▶ _EXERCISE REQUIREMENTS_: Set down a faithful copy of every record below, with no images.

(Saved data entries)
━━━━

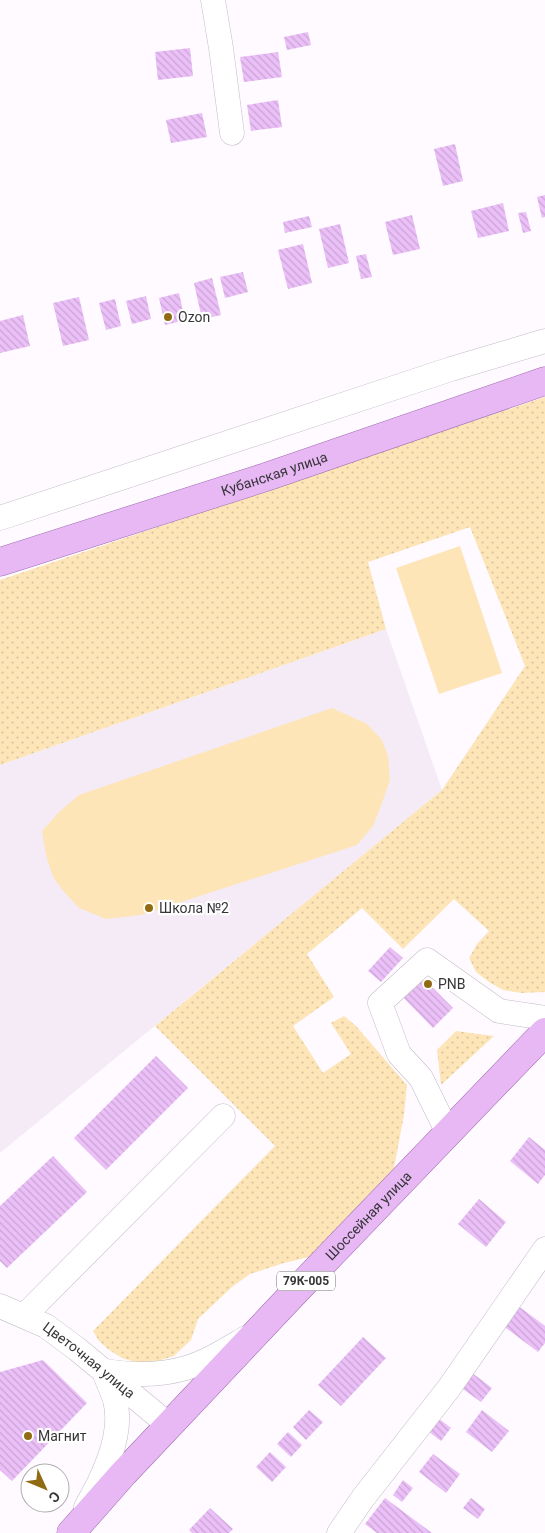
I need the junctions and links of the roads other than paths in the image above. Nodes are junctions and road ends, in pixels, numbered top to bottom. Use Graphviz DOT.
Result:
graph roads {
  1 [pos="212,0"];
  2 [pos="232,133"];
  3 [pos="545,341"];
  4 [pos="545,381"];
  5 [pos="0,518"];
  6 [pos="0,562"];
  7 [pos="545,1018"];
  8 [pos="545,1032"];
  9 [pos="223,1116"];
  10 [pos="448,1133"];
  11 [pos="545,1249"];
  12 [pos="0,1306"];
  13 [pos="24,1316"];
  14 [pos="258,1332"];
  15 [pos="104,1371"];
  16 [pos="170,1426"];
  17 [pos="71,1533"];
  18 [pos="339,1533"];
  1 -- 2 [label="street"];
  3 -- 5 [label="street"];
  4 -- 6 [label="main road, Кубанская улица"];
  7 -- 10 [label="street"];
  8 -- 10 [label="main road, Шоссейная улица / 79К-005"];
  9 -- 13 [label="street"];
  10 -- 14 [label="main road, Шоссейная улица / 79К-005"];
  11 -- 18 [label="street"];
  12 -- 13 [label="street, Цветочная улица"];
  13 -- 15 [label="street, Цветочная улица"];
  14 -- 15 [label="street"];
  14 -- 16 [label="main road, Шоссейная улица / 79К-005"];
  15 -- 16 [label="street, Цветочная улица"];
  15 -- 17 [label="street"];
  16 -- 17 [label="main road, Шоссейная улица / 79К-005"];
}
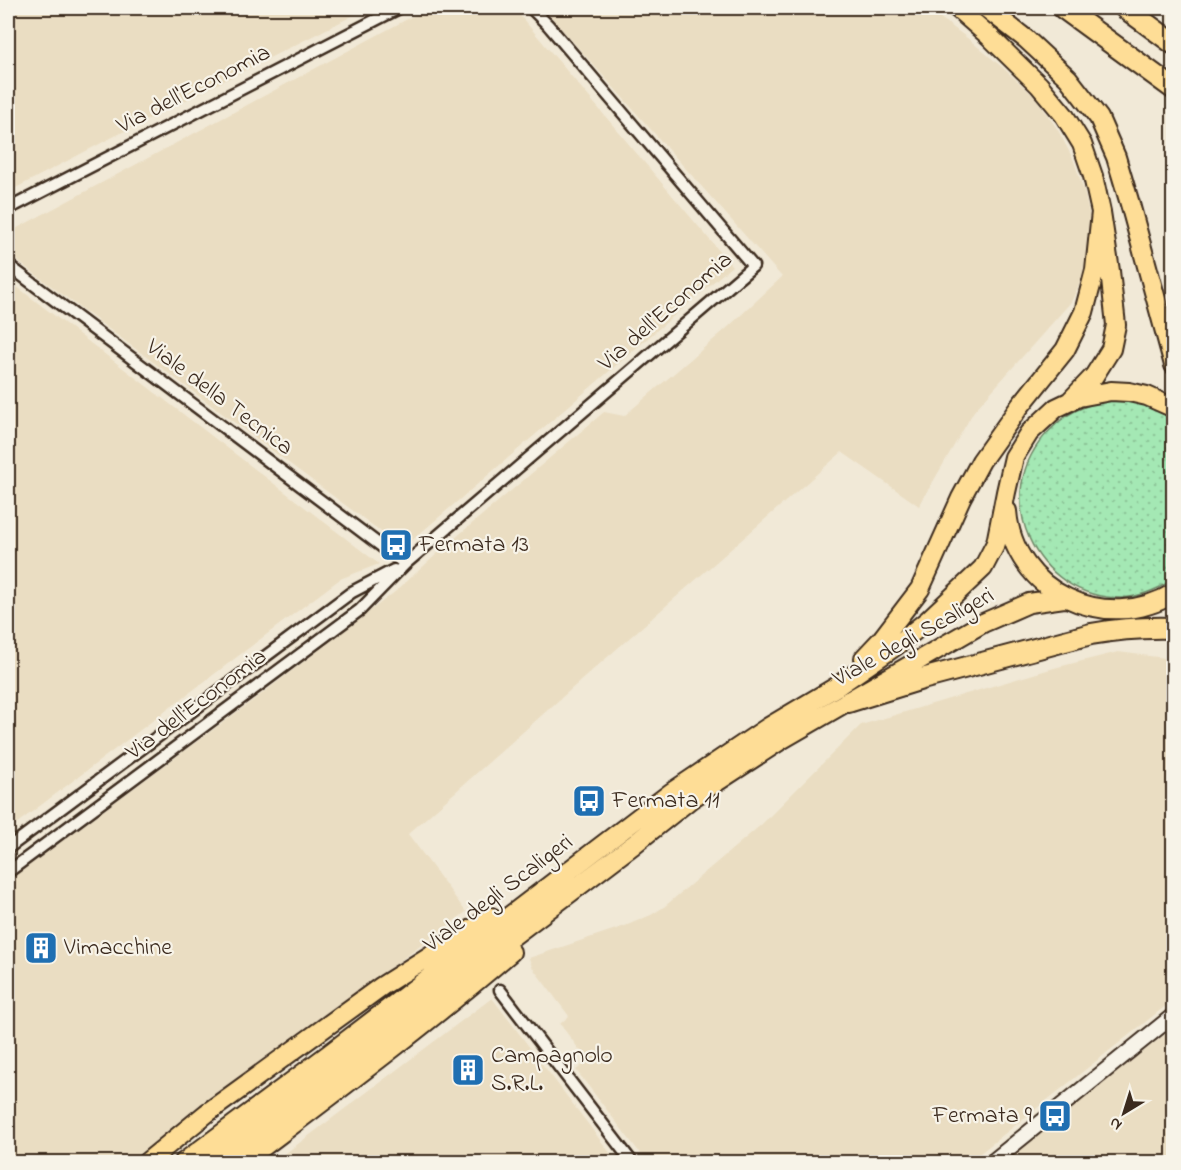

━━━━

▶ _YOUR SOLUTION_:
I need the junctions and links of the roads other than paths in the image above. Nodes are junctions and road ends, in pixels, numbered top to bottom. Use Graphviz DOT.
Result:
graph roads {
  1 [pos="212,0"];
  2 [pos="232,133"];
  3 [pos="545,341"];
  4 [pos="545,381"];
  5 [pos="0,518"];
  6 [pos="0,562"];
  7 [pos="545,1018"];
  8 [pos="545,1032"];
  9 [pos="223,1116"];
  10 [pos="448,1133"];
  11 [pos="545,1249"];
  12 [pos="0,1306"];
  13 [pos="24,1316"];
  14 [pos="258,1332"];
  15 [pos="104,1371"];
  16 [pos="170,1426"];
  17 [pos="71,1533"];
  18 [pos="339,1533"];
  1 -- 2 [label="street"];
  3 -- 5 [label="street"];
  4 -- 6 [label="main road, Кубанская улица"];
  7 -- 10 [label="street"];
  8 -- 10 [label="main road, Шоссейная улица / 79К-005"];
  9 -- 13 [label="street"];
  10 -- 14 [label="main road, Шоссейная улица / 79К-005"];
  11 -- 18 [label="street"];
  12 -- 13 [label="street, Цветочная улица"];
  13 -- 15 [label="street, Цветочная улица"];
  14 -- 15 [label="street"];
  14 -- 16 [label="main road, Шоссейная улица / 79К-005"];
  15 -- 16 [label="street, Цветочная улица"];
  15 -- 17 [label="street"];
  16 -- 17 [label="main road, Шоссейная улица / 79К-005"];
}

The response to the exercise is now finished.